**Task details:**
From the first line to the last, reproduce the records exactly as they appear below.

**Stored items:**
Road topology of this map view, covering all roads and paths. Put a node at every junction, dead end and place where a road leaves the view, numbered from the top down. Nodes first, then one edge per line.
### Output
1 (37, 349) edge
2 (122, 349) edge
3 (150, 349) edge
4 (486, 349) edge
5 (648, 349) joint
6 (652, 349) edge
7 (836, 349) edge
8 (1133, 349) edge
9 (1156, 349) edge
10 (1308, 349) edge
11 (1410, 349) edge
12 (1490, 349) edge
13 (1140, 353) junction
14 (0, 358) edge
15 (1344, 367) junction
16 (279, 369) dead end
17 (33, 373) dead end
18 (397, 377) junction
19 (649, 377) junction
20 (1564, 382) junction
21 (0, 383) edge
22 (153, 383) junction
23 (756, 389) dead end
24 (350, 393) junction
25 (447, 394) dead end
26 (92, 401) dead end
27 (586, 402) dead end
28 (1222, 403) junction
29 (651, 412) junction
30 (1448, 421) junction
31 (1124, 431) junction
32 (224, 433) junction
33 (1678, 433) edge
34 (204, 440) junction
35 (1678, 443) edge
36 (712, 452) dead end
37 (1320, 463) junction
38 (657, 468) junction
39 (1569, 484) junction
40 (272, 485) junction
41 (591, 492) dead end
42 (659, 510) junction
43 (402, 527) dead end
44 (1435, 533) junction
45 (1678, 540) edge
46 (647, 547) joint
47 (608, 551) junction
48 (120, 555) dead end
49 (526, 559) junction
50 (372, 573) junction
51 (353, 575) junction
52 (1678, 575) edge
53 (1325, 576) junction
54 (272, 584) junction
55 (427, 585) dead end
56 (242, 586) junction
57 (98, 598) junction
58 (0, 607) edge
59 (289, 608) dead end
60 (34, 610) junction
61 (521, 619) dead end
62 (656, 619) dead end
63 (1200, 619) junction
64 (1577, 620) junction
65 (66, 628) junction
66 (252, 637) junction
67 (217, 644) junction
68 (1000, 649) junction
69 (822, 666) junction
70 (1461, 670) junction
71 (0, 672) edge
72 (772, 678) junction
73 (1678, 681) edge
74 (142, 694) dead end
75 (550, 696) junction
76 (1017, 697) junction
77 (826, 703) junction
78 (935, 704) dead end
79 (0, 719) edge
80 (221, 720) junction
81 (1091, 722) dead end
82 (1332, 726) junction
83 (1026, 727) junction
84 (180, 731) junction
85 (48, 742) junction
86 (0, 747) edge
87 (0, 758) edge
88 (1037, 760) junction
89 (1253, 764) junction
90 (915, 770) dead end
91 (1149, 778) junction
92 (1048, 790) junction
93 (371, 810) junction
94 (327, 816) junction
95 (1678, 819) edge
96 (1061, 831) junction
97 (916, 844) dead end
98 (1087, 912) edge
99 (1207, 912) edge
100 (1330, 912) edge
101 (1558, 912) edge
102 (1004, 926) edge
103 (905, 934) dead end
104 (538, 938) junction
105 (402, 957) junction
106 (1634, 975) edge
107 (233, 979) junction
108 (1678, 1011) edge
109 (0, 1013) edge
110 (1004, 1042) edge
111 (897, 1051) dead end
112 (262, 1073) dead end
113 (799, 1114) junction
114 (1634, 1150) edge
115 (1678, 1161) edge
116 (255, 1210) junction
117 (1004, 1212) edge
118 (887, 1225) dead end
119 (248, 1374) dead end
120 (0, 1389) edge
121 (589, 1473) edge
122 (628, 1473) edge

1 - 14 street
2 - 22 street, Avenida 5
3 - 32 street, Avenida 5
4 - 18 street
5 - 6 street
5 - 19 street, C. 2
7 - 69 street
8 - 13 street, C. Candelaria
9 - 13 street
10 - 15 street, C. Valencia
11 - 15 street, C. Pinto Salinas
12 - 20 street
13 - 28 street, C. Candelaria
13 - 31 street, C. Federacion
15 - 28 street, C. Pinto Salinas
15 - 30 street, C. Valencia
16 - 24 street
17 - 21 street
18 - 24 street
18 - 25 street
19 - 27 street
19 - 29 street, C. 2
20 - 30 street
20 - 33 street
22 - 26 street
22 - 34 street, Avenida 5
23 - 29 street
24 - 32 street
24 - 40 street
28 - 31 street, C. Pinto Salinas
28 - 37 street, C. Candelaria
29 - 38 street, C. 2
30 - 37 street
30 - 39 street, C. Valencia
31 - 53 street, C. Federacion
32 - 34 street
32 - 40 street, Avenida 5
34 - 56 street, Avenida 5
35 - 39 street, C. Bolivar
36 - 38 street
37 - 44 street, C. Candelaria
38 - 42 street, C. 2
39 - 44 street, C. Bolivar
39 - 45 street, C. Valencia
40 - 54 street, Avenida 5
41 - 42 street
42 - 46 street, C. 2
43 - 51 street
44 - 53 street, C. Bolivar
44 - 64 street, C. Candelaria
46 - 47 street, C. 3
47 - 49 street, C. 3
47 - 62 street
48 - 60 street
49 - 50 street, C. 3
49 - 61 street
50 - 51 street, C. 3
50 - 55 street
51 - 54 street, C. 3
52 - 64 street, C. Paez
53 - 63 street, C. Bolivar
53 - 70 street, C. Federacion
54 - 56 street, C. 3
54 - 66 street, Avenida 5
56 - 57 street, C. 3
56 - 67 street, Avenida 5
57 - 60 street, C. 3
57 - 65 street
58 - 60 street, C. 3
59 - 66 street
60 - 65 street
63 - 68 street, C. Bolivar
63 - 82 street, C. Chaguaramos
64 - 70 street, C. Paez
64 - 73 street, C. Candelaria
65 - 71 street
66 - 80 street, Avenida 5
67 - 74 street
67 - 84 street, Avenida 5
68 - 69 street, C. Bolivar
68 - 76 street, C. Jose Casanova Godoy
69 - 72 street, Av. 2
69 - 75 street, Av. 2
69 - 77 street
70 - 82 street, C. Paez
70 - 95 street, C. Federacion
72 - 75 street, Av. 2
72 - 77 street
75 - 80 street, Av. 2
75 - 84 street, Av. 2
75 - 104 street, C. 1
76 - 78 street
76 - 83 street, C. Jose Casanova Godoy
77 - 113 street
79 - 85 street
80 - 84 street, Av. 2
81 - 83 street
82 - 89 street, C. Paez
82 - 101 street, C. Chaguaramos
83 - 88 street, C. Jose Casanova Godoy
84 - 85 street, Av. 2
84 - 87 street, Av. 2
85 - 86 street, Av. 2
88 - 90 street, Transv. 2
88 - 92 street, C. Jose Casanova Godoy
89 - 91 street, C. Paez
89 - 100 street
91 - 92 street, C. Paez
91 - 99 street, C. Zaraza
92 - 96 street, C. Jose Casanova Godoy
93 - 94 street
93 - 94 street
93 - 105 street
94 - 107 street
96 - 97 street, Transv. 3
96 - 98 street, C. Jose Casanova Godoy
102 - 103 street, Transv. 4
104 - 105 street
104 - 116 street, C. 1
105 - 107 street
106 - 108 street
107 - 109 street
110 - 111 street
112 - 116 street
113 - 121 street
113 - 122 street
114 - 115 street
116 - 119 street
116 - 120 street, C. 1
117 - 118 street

**Response to this task:**
Road topology of this map view, covering all roads and paths. Put a node at every junction, dead end and place where a road leaves the view, numbered from the top down. Nodes first, then one edge per line.
### Output
1 (37, 349) edge
2 (122, 349) edge
3 (150, 349) edge
4 (486, 349) edge
5 (648, 349) joint
6 (652, 349) edge
7 (836, 349) edge
8 (1133, 349) edge
9 (1156, 349) edge
10 (1308, 349) edge
11 (1410, 349) edge
12 (1490, 349) edge
13 (1140, 353) junction
14 (0, 358) edge
15 (1344, 367) junction
16 (279, 369) dead end
17 (33, 373) dead end
18 (397, 377) junction
19 (649, 377) junction
20 (1564, 382) junction
21 (0, 383) edge
22 (153, 383) junction
23 (756, 389) dead end
24 (350, 393) junction
25 (447, 394) dead end
26 (92, 401) dead end
27 (586, 402) dead end
28 (1222, 403) junction
29 (651, 412) junction
30 (1448, 421) junction
31 (1124, 431) junction
32 (224, 433) junction
33 (1678, 433) edge
34 (204, 440) junction
35 (1678, 443) edge
36 (712, 452) dead end
37 (1320, 463) junction
38 (657, 468) junction
39 (1569, 484) junction
40 (272, 485) junction
41 (591, 492) dead end
42 (659, 510) junction
43 (402, 527) dead end
44 (1435, 533) junction
45 (1678, 540) edge
46 (647, 547) joint
47 (608, 551) junction
48 (120, 555) dead end
49 (526, 559) junction
50 (372, 573) junction
51 (353, 575) junction
52 (1678, 575) edge
53 (1325, 576) junction
54 (272, 584) junction
55 (427, 585) dead end
56 (242, 586) junction
57 (98, 598) junction
58 (0, 607) edge
59 (289, 608) dead end
60 (34, 610) junction
61 (521, 619) dead end
62 (656, 619) dead end
63 (1200, 619) junction
64 (1577, 620) junction
65 (66, 628) junction
66 (252, 637) junction
67 (217, 644) junction
68 (1000, 649) junction
69 (822, 666) junction
70 (1461, 670) junction
71 (0, 672) edge
72 (772, 678) junction
73 (1678, 681) edge
74 (142, 694) dead end
75 (550, 696) junction
76 (1017, 697) junction
77 (826, 703) junction
78 (935, 704) dead end
79 (0, 719) edge
80 (221, 720) junction
81 (1091, 722) dead end
82 (1332, 726) junction
83 (1026, 727) junction
84 (180, 731) junction
85 (48, 742) junction
86 (0, 747) edge
87 (0, 758) edge
88 (1037, 760) junction
89 (1253, 764) junction
90 (915, 770) dead end
91 (1149, 778) junction
92 (1048, 790) junction
93 (371, 810) junction
94 (327, 816) junction
95 (1678, 819) edge
96 (1061, 831) junction
97 (916, 844) dead end
98 (1087, 912) edge
99 (1207, 912) edge
100 (1330, 912) edge
101 (1558, 912) edge
102 (1004, 926) edge
103 (905, 934) dead end
104 (538, 938) junction
105 (402, 957) junction
106 (1634, 975) edge
107 (233, 979) junction
108 (1678, 1011) edge
109 (0, 1013) edge
110 (1004, 1042) edge
111 (897, 1051) dead end
112 (262, 1073) dead end
113 (799, 1114) junction
114 (1634, 1150) edge
115 (1678, 1161) edge
116 (255, 1210) junction
117 (1004, 1212) edge
118 (887, 1225) dead end
119 (248, 1374) dead end
120 (0, 1389) edge
121 (589, 1473) edge
122 (628, 1473) edge

1 - 14 street
2 - 22 street, Avenida 5
3 - 32 street, Avenida 5
4 - 18 street
5 - 6 street
5 - 19 street, C. 2
7 - 69 street
8 - 13 street, C. Candelaria
9 - 13 street
10 - 15 street, C. Valencia
11 - 15 street, C. Pinto Salinas
12 - 20 street
13 - 28 street, C. Candelaria
13 - 31 street, C. Federacion
15 - 28 street, C. Pinto Salinas
15 - 30 street, C. Valencia
16 - 24 street
17 - 21 street
18 - 24 street
18 - 25 street
19 - 27 street
19 - 29 street, C. 2
20 - 30 street
20 - 33 street
22 - 26 street
22 - 34 street, Avenida 5
23 - 29 street
24 - 32 street
24 - 40 street
28 - 31 street, C. Pinto Salinas
28 - 37 street, C. Candelaria
29 - 38 street, C. 2
30 - 37 street
30 - 39 street, C. Valencia
31 - 53 street, C. Federacion
32 - 34 street
32 - 40 street, Avenida 5
34 - 56 street, Avenida 5
35 - 39 street, C. Bolivar
36 - 38 street
37 - 44 street, C. Candelaria
38 - 42 street, C. 2
39 - 44 street, C. Bolivar
39 - 45 street, C. Valencia
40 - 54 street, Avenida 5
41 - 42 street
42 - 46 street, C. 2
43 - 51 street
44 - 53 street, C. Bolivar
44 - 64 street, C. Candelaria
46 - 47 street, C. 3
47 - 49 street, C. 3
47 - 62 street
48 - 60 street
49 - 50 street, C. 3
49 - 61 street
50 - 51 street, C. 3
50 - 55 street
51 - 54 street, C. 3
52 - 64 street, C. Paez
53 - 63 street, C. Bolivar
53 - 70 street, C. Federacion
54 - 56 street, C. 3
54 - 66 street, Avenida 5
56 - 57 street, C. 3
56 - 67 street, Avenida 5
57 - 60 street, C. 3
57 - 65 street
58 - 60 street, C. 3
59 - 66 street
60 - 65 street
63 - 68 street, C. Bolivar
63 - 82 street, C. Chaguaramos
64 - 70 street, C. Paez
64 - 73 street, C. Candelaria
65 - 71 street
66 - 80 street, Avenida 5
67 - 74 street
67 - 84 street, Avenida 5
68 - 69 street, C. Bolivar
68 - 76 street, C. Jose Casanova Godoy
69 - 72 street, Av. 2
69 - 75 street, Av. 2
69 - 77 street
70 - 82 street, C. Paez
70 - 95 street, C. Federacion
72 - 75 street, Av. 2
72 - 77 street
75 - 80 street, Av. 2
75 - 84 street, Av. 2
75 - 104 street, C. 1
76 - 78 street
76 - 83 street, C. Jose Casanova Godoy
77 - 113 street
79 - 85 street
80 - 84 street, Av. 2
81 - 83 street
82 - 89 street, C. Paez
82 - 101 street, C. Chaguaramos
83 - 88 street, C. Jose Casanova Godoy
84 - 85 street, Av. 2
84 - 87 street, Av. 2
85 - 86 street, Av. 2
88 - 90 street, Transv. 2
88 - 92 street, C. Jose Casanova Godoy
89 - 91 street, C. Paez
89 - 100 street
91 - 92 street, C. Paez
91 - 99 street, C. Zaraza
92 - 96 street, C. Jose Casanova Godoy
93 - 94 street
93 - 94 street
93 - 105 street
94 - 107 street
96 - 97 street, Transv. 3
96 - 98 street, C. Jose Casanova Godoy
102 - 103 street, Transv. 4
104 - 105 street
104 - 116 street, C. 1
105 - 107 street
106 - 108 street
107 - 109 street
110 - 111 street
112 - 116 street
113 - 121 street
113 - 122 street
114 - 115 street
116 - 119 street
116 - 120 street, C. 1
117 - 118 street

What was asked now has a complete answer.